# Homework Help: Pulsing an LED during muon detection

1. Dec 6, 2016

### rmiller70015

1. The problem statement, all variables and given/known data
For my lab physics class I was in a group doing the classic muon detection assignment. We ran the equipment for about two days and during the time we had a pulsing (100 Hz) LED inside the scintillator chamber. This gave some measurements that were extremely low (about 0.6 μs) and I was wondering why the pulsing light caused the results. Would it be due to the scintillator material absorbing some of the photons from the LED or would it be due to the photomultiplier tube catching these photons or some other effect. Also, what are the LED pulsers used for?

2. Relevant equations

3. The attempt at a solution

2. Dec 6, 2016

### Simon Bridge

... what were you measuring and how? Some time period I'm guessing but what time period?
Without knowing the details of the setup I cannot say. What makes you think the pulsating light caused anything?
All or none of these - what measures were used to prevent this?
You did the experiment - what did you use it for?
Did you just blindly follow instructions? What do the instructions say about it?

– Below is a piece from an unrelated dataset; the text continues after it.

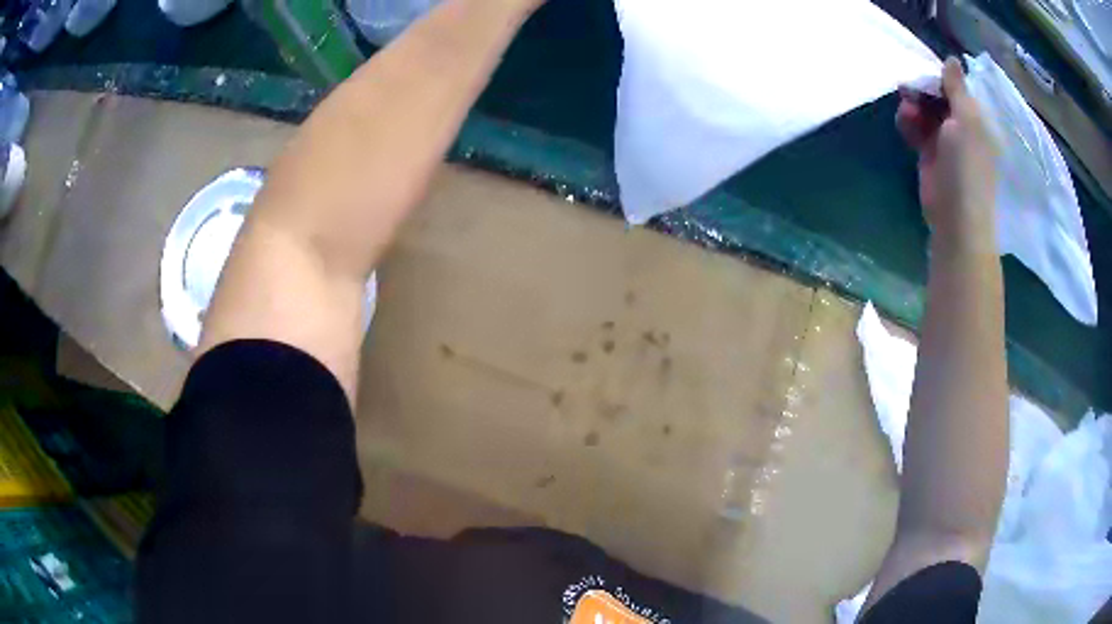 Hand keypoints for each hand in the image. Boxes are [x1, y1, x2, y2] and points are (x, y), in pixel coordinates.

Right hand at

Basically - there is no way tot ell what is going on unless you provide a detailed description of the experiment. I am unlikely to be familiar with what counts as standard for this assignment in your country. To my mind "the classic muon detection" thing involves a bunch of guys travelling the the top of Mt Washington, and a lot of effort was made to block out all light from the scintilator and the photomultiplier. I have ever done an experiment which deliberately introduced another light source during the test run. The only time another source is used is for calibration... you switch it off during the run.

3. Dec 6, 2016

### rmiller70015

We were measuring the mean lifetime of a muon. The pulsing light was accidentally turned on by someone and caused mean lifetime of about 1/4 of the expected value. By classic muon experiment I mean the experiment most undergraduate students do to detect muons and measure their life time with a scintillator and photomultiplier.The light shouldn't have been used so I'm guessing its for the time dilation experiment not the mean lifetime experiment that comes in the users manual for the muon phyics equipment.

4. Dec 6, 2016

### Simon Bridge

The time dilation experiment involves measuring the mean lifetime of the muons ... the LED is most likely for calibration.
Can light from the LED get to the scintilator and can it get to the photomultiplier?

Note:
... this statement is nonsense: you don't know that the LED has any effect on the muon's mean life and you do not know of any mechanism for this to happen either so don't say this. What you have written here is a conclusion when you should be writing observations.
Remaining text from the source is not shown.